05.13.2020

On May 13, 2020, Relman Colfax filed this disability rights lawsuit against CSL Plasma, Inc., for excluding people with a wide variety of disabilities from donating plasma. The complaint raises claims under Title III of the Americans with Disabilities Act (ADA) and Colorado's Persons with Disabilities Civil Rights Act.


The suit, brought on behalf of the Colorado Cross-Disability Coalition and four of its individual members, alleges that defendant broadly refuses to comply with federal and state disability rights laws, excluding people with disabilities based on unfounded stereotypes while refusing to make the simplest accommodations for their needs.

For example, it alleges, CSL excludes anyone with certain mental illnesses, even when those illnesses are controlled by medication, based on the notion that aliens might command them to act irrationally when they are not on their medication. It refuses to obtain wheelchair-accessible scales or provide any other means for wheelchair users to be weighed (a prerequisite to donating plasma). It bars donors who cannot transfer unassisted to its donation bed, even when such assistance would be as simple as providing a stepstool. And it refuses to let many people bring their trained service animals to its facilities.

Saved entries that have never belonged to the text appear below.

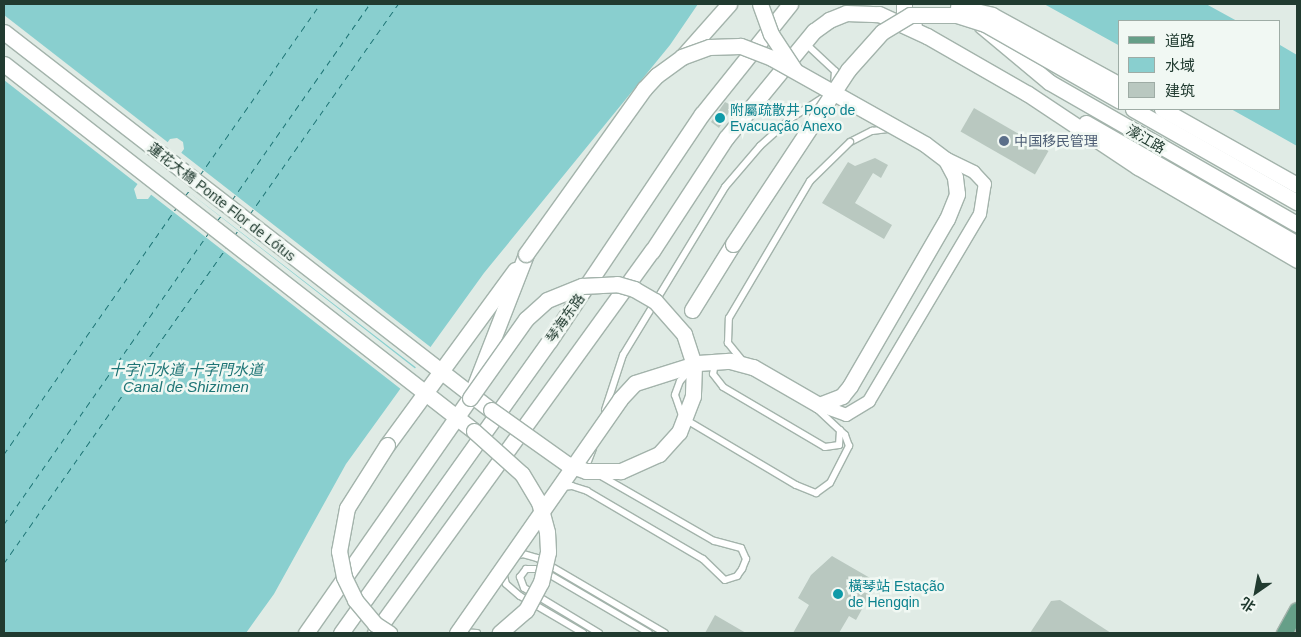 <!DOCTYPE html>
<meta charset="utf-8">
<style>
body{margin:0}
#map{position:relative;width:1301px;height:637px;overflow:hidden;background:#e0ebe5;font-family:Arial,"Noto Sans SC",sans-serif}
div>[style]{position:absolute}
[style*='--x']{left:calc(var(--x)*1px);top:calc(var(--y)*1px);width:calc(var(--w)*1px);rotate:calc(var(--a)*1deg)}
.water>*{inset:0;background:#89cfcf}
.pier>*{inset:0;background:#e0ebe5}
.ferry>*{height:1px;margin-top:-0.5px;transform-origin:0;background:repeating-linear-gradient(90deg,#1d7475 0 6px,transparent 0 11px)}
.building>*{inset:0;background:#b9c8c0;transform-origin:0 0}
.roads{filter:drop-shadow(1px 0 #a3b3ab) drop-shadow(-1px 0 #a3b3ab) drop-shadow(0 1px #a3b3ab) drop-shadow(0 -1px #a3b3ab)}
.lane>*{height:6px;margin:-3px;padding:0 3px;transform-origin:3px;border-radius:3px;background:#fff}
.secondary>*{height:15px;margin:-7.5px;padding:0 7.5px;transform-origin:7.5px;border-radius:7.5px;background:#fff}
.primary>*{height:15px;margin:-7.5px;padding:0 7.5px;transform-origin:7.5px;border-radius:7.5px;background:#669f88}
.bridges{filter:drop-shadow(1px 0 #a3b3ab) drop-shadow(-1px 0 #a3b3ab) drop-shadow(0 1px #a3b3ab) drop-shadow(0 -1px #a3b3ab)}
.lane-bridge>*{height:6px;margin:-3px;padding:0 3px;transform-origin:3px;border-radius:3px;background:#fff}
.street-bridge>*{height:12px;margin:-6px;padding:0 6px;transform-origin:6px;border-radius:6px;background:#fff}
.secondary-bridge>*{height:15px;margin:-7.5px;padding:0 7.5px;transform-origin:7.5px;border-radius:7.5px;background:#fff}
.dots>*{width:14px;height:14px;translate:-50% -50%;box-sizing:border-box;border:2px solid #f1f8f3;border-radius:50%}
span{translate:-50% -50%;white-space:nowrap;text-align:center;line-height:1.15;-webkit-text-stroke:5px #f1f8f3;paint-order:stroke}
.culture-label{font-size:14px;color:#0d838f}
.left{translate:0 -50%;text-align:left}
.street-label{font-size:14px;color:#213b30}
.service-label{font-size:14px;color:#4e5e75}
.water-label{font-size:15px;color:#1d7475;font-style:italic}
.frame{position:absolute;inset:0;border:5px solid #213b30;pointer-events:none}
.legend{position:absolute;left:1118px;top:20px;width:162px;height:90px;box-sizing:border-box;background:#f1f8f3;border:1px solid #9eaca5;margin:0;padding:6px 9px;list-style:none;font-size:15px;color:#213b30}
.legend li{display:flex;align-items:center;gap:10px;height:25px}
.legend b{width:25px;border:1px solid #9eaca5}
.north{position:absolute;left:1231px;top:567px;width:50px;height:50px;-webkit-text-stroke:4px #f1f8f3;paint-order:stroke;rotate:213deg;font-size:14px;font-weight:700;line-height:20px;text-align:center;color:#213b30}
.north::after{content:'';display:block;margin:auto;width:18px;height:22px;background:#213b30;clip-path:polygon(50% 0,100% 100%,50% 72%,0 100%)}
</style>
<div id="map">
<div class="water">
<div style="clip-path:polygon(evenodd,4px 4px,698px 4px,670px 45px,484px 273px,346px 464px,274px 594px,246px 633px,4px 633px,4px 4px,177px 138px,183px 142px,184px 149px,148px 199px,137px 199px,134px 189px,170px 139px,177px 138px)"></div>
<div style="clip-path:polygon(1044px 4px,1206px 4px,1237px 21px,1120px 21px,1120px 46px)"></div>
<div style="clip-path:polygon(1280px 45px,1297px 55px,1297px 146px,1231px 109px,1280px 109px)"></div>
</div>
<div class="pier">
<div style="clip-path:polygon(4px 15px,170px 144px,140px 186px,4px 80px)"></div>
<div style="clip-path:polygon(179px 151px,433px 349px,418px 369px,185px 189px,417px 370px,402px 390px,149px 193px)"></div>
</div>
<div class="ferry">
<div style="--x:200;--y:175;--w:209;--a:-54.9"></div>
<div style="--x:185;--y:196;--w:11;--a:-52"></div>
<div style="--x:232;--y:200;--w:240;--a:-54.9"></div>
<div style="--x:250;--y:214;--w:257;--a:-54.8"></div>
<div style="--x:217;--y:221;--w:11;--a:-52"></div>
<div style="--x:234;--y:236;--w:14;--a:-54"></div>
<div style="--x:4;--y:454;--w:302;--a:-55"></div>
<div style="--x:4;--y:524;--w:357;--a:-54.9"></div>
<div style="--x:4;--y:563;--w:385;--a:-54.8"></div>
</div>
<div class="building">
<div style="clip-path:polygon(725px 102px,733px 106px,719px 128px,711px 122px)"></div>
<div style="left:974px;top:108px;width:86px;height:27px;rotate:30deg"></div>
<div style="clip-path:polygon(875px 158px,888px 165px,881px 178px,873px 173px,855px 203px,892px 225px,884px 239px,822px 203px,848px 162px,855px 166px)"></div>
<div style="clip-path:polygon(832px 556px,877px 582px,856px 620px,849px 616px,839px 633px,793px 633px,809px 605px,798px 598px,811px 575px)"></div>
<div style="clip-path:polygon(1060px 600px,1111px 633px,1030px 633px,1051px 601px)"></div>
<div style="clip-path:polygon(715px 615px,746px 633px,705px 633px)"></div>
</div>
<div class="roads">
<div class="lane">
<div style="--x:805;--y:43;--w:41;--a:43"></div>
<div style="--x:835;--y:71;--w:14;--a:94"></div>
<div style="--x:850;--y:142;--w:25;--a:-27"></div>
<div style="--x:872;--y:131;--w:16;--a:-7"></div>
<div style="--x:605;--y:410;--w:58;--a:-71.9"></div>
<div style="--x:623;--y:355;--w:197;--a:-58.7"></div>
<div style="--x:725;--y:187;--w:54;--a:-49.5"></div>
<div style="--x:760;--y:146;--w:40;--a:-42"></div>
<div style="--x:790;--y:119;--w:44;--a:-33"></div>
<div style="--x:587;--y:464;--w:17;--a:-69"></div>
<div style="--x:513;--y:557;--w:10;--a:-17"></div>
<div style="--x:523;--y:554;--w:15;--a:16"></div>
<div style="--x:537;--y:558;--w:148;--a:30.4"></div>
<div style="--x:503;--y:572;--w:12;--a:76"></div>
<div style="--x:506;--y:584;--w:18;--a:41"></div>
<div style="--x:520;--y:596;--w:73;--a:30.4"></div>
<div style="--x:460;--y:632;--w:17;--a:3"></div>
<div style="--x:599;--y:633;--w:87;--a:-149"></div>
<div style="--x:524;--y:588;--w:12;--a:-110"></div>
<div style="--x:520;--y:577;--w:10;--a:-53"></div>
<div style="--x:526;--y:569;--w:14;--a:0"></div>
<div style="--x:540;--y:569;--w:126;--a:30.4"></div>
</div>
<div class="secondary">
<div style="--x:904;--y:4;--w:9;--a:90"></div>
<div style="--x:904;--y:13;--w:16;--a:52"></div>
<div style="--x:982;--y:26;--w:87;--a:39.9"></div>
<div style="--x:1049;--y:82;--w:286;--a:29.8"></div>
<div style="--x:4;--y:32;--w:616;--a:37.82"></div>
<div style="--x:682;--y:57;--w:71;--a:-48.4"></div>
<div style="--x:4;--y:64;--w:596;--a:37.98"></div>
<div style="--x:1133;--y:109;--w:189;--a:29.6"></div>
<div style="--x:1162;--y:109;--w:155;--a:29.4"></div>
<div style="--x:1086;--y:123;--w:243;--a:29.8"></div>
<div style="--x:692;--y:310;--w:78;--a:-58.2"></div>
<div style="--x:387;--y:445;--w:217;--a:-53.8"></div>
<div style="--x:306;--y:633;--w:287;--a:-55.1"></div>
<div style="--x:470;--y:398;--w:155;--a:-68.7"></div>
<div style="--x:341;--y:633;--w:360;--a:-54.5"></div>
<div style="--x:550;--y:340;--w:272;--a:-56.1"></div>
<div style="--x:702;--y:114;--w:141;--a:-51.3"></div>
<div style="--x:375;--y:633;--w:472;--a:-54.1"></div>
<div style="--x:652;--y:251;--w:135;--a:-56.8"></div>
<div style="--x:726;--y:138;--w:139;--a:-50.6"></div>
<div style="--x:814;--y:31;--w:19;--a:-36"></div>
<div style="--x:829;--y:20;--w:18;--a:-22"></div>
<div style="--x:846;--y:13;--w:33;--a:2"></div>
<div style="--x:879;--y:14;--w:53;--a:24.6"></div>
<div style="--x:927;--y:36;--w:116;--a:29.9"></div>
<div style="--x:1028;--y:94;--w:132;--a:33.6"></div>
<div style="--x:1138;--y:167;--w:184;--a:30.3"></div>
</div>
<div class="primary">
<div style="--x:1284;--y:633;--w:26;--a:-61"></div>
</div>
</div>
<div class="bridges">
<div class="lane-bridge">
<div style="--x:741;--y:359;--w:21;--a:-129"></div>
<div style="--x:728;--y:343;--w:25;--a:-88"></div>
<div style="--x:729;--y:318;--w:159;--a:-59.4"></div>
<div style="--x:810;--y:181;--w:56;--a:-44.3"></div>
<div style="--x:715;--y:363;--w:11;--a:100"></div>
<div style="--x:713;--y:374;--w:16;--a:52"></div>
<div style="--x:723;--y:387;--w:118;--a:30.5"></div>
<div style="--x:825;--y:447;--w:14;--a:-8"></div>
<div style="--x:839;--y:445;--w:15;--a:-86"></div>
<div style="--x:690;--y:370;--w:15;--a:132"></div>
<div style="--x:680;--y:381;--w:15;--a:110"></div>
<div style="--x:675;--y:395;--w:24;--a:71"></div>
<div style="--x:683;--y:418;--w:131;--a:30.7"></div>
<div style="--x:796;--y:485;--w:22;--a:22"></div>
<div style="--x:816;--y:493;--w:17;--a:-36"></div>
<div style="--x:830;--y:483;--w:42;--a:-62.8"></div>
<div style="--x:849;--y:446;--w:12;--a:-110"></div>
<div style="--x:845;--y:435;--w:41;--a:-137"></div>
<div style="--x:562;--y:487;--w:10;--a:-6"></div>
<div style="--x:572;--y:486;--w:16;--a:18"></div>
<div style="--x:587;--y:491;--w:134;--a:30.4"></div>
<div style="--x:703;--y:559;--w:30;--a:44"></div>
<div style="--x:725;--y:580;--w:13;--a:-18"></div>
<div style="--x:737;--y:576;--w:9;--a:-54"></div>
<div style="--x:742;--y:569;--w:11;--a:-68"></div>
<div style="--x:746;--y:559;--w:12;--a:-114"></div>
<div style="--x:741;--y:548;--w:28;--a:-165"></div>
<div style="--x:714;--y:541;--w:133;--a:-150.1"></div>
</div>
<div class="street-bridge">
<div style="--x:819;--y:405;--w:29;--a:20"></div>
<div style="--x:846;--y:415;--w:27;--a:-31"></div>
<div style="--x:869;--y:401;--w:217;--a:-59.3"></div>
<div style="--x:980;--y:214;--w:30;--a:-81"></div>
<div style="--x:985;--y:184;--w:16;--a:-133"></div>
<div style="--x:974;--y:172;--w:37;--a:-154"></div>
</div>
<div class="secondary-bridge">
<div style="--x:760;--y:4;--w:32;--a:70"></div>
<div style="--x:771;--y:34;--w:42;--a:56.7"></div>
<div style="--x:958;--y:7;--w:35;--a:13"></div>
<div style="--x:992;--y:15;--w:146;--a:28.7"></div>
<div style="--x:733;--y:244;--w:209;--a:-56.5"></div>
<div style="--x:848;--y:70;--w:51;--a:-48.2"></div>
<div style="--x:882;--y:32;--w:33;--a:-31"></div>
<div style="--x:910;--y:15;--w:47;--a:0"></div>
<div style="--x:957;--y:15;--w:29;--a:18"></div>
<div style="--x:985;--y:24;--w:155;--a:29.7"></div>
<div style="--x:470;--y:398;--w:97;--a:-54.7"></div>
<div style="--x:526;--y:319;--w:28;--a:-42"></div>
<div style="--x:547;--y:300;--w:38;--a:-22"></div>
<div style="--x:582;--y:286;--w:35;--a:-3"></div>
<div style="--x:617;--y:284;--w:18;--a:16"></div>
<div style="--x:634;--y:289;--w:24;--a:30"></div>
<div style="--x:655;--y:301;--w:44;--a:48.7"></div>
<div style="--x:684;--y:334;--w:33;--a:72"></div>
<div style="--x:694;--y:365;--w:31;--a:92"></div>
<div style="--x:693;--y:396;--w:39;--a:111"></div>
<div style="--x:679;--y:432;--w:30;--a:132"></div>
<div style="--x:659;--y:454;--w:42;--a:155.9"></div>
<div style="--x:621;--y:471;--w:35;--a:180"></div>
<div style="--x:586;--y:471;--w:20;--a:-160"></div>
<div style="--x:567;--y:464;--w:93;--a:-144.6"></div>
<div style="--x:474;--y:431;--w:64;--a:41.9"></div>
<div style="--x:522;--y:474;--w:33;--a:59"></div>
<div style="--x:539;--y:502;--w:31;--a:75"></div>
<div style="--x:547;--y:532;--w:20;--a:87"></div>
<div style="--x:548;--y:552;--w:31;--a:103"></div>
<div style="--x:541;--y:582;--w:32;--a:118"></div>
<div style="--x:526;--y:610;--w:35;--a:139"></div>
<div style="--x:387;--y:445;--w:75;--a:122.4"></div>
<div style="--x:347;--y:508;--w:44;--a:100.5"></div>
<div style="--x:339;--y:551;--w:26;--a:79"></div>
<div style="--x:344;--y:577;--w:25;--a:64"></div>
<div style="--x:355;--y:600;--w:31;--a:50"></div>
<div style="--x:375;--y:624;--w:17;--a:33"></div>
<div style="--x:457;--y:633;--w:285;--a:-55.1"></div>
<div style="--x:620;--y:399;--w:22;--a:-47"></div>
<div style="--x:635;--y:383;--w:66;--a:-17.6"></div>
<div style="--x:698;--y:363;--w:32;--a:-4"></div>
<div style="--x:730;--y:361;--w:24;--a:15"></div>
<div style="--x:753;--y:367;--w:76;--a:29.9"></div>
<div style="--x:819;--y:405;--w:25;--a:-21"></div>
<div style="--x:842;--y:396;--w:13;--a:-51"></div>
<div style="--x:850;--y:386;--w:193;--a:-59.9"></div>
<div style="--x:947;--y:219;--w:27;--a:-68"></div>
<div style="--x:957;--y:194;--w:17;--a:-97"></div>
<div style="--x:955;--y:177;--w:19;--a:-118"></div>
<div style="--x:946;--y:160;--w:26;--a:-143"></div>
<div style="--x:925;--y:144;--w:176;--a:-150.7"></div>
<div style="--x:772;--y:58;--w:34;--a:-159"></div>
<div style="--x:740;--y:46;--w:31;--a:178"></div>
<div style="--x:709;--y:47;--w:29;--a:160"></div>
<div style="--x:682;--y:57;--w:31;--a:144"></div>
<div style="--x:657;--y:75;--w:19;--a:133"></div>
<div style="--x:644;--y:89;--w:203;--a:125.6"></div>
</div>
</div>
<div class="dots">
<div style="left:720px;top:118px;background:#0f9aa8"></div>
<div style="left:1004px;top:141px;background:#5c6f8a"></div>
<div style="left:838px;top:594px;background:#0f9aa8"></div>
</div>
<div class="culture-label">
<span class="left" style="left:730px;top:118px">附屬疏散井 Poço de<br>Evacuação Anexo</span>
<span class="left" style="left:848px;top:594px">橫琴站 Estação<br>de Hengqin</span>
</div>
<div class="street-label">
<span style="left:1146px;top:139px;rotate:30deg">濠江路</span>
<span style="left:222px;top:202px;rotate:38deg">蓮花大橋 Ponte Flor de Lótus</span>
<span style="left:565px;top:318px;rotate:-55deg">琴海东路</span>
</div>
<div class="service-label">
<span class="left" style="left:1014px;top:141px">中国移民管理</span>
</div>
<div class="water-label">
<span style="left:186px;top:378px">十字门水道 十字門水道<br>Canal de Shizimen</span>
</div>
<div class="frame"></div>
<ul class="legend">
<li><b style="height:6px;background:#669f88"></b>道路</li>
<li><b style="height:14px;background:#89cfcf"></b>水域</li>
<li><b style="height:14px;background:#b9c8c0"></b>建筑</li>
</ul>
<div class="north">北</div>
</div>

CSL continues to claim that it does not need to follow Title III and analogous state disability rights law, even after the U.S. Court of Appeals for the Tenth Circuit (which governs Colorado) held that plasma centers are subject to such law. The lawsuit seeks injunctive relief to require CSL to update its policies to come into compliance with the ADA and state law, and provide equal access to its services to people with disabilities.

The lawsuit was filed in the U.S. District Court for the District of Colorado. Relman Colfax is co-counseling with the Colorado Cross-Disability Coalition and LaBarre Law Offices.

The parties reached a settlement in April 2021 which provides for policy changes permitting individuals with schizophrenia or other mental illness that is sufficiently controlled by medication to donate, provided the medication does not affect the safety of the donor or the purity or potency of the therapies that will be made from plasma and, if necessary, obtain confirmation from their healthcare provided to donate. Additional policy changes will permit service animals in CSL donation centers, consistent with the requirements of Title III of the ADA, provide opportunities for individuals who cannot stand on a scale to be weighed (as required for plasma donation) to use wheelchair-accessible scales; and provide reasonable modifications to assist individuals with disabilities to get on to donor beds. The other terms of the settlement are confidential.